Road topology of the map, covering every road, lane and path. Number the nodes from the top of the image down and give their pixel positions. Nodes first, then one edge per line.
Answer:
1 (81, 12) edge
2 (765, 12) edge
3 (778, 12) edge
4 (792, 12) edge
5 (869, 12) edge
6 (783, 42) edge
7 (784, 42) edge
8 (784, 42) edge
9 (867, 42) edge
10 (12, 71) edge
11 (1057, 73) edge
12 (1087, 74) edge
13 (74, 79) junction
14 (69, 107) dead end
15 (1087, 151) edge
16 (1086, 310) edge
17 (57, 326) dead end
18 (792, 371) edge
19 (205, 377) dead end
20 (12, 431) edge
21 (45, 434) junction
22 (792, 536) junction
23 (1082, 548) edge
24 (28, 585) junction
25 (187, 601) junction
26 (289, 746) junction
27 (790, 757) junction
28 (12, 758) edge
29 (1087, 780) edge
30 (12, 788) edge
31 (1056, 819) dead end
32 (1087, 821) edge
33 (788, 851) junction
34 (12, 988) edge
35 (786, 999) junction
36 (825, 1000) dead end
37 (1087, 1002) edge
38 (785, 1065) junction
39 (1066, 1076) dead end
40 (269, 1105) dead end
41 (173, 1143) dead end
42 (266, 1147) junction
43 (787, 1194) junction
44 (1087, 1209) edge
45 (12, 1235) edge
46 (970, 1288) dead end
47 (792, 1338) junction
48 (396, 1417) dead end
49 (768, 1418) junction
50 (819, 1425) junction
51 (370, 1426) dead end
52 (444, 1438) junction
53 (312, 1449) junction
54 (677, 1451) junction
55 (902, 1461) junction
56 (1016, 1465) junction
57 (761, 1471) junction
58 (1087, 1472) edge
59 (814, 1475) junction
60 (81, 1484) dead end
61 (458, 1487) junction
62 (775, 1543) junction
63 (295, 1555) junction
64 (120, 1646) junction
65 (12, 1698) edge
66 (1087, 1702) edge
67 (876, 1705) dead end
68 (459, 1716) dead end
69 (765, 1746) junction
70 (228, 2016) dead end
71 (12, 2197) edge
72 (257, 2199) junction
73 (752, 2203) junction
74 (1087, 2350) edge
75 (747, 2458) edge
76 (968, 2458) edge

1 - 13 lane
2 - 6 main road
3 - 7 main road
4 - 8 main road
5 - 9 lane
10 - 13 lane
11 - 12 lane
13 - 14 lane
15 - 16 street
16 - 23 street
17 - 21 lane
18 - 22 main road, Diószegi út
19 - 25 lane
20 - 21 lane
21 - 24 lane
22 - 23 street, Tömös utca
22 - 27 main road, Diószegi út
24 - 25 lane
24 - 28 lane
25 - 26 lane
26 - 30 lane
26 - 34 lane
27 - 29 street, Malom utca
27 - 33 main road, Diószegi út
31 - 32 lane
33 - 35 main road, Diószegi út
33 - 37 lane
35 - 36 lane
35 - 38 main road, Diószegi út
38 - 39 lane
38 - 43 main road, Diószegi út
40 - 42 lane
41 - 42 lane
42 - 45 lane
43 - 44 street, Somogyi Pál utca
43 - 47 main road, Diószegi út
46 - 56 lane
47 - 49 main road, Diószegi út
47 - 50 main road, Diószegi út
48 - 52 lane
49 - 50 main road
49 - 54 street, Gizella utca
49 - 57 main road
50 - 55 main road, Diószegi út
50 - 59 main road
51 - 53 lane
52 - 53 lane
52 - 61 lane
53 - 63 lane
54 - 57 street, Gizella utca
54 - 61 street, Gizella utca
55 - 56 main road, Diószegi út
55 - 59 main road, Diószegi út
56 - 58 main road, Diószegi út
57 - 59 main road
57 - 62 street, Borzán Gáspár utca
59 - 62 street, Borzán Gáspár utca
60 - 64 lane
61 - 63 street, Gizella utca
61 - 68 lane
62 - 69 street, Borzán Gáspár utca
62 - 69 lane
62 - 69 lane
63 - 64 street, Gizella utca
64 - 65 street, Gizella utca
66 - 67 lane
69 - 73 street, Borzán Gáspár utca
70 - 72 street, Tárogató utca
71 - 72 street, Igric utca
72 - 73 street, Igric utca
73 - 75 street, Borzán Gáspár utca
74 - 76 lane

__BRIEF__
Every line above carrying the word "Borzán" needs to be shown.

__ANSWER SECTION__
57 - 62 street, Borzán Gáspár utca
59 - 62 street, Borzán Gáspár utca
62 - 69 street, Borzán Gáspár utca
69 - 73 street, Borzán Gáspár utca
73 - 75 street, Borzán Gáspár utca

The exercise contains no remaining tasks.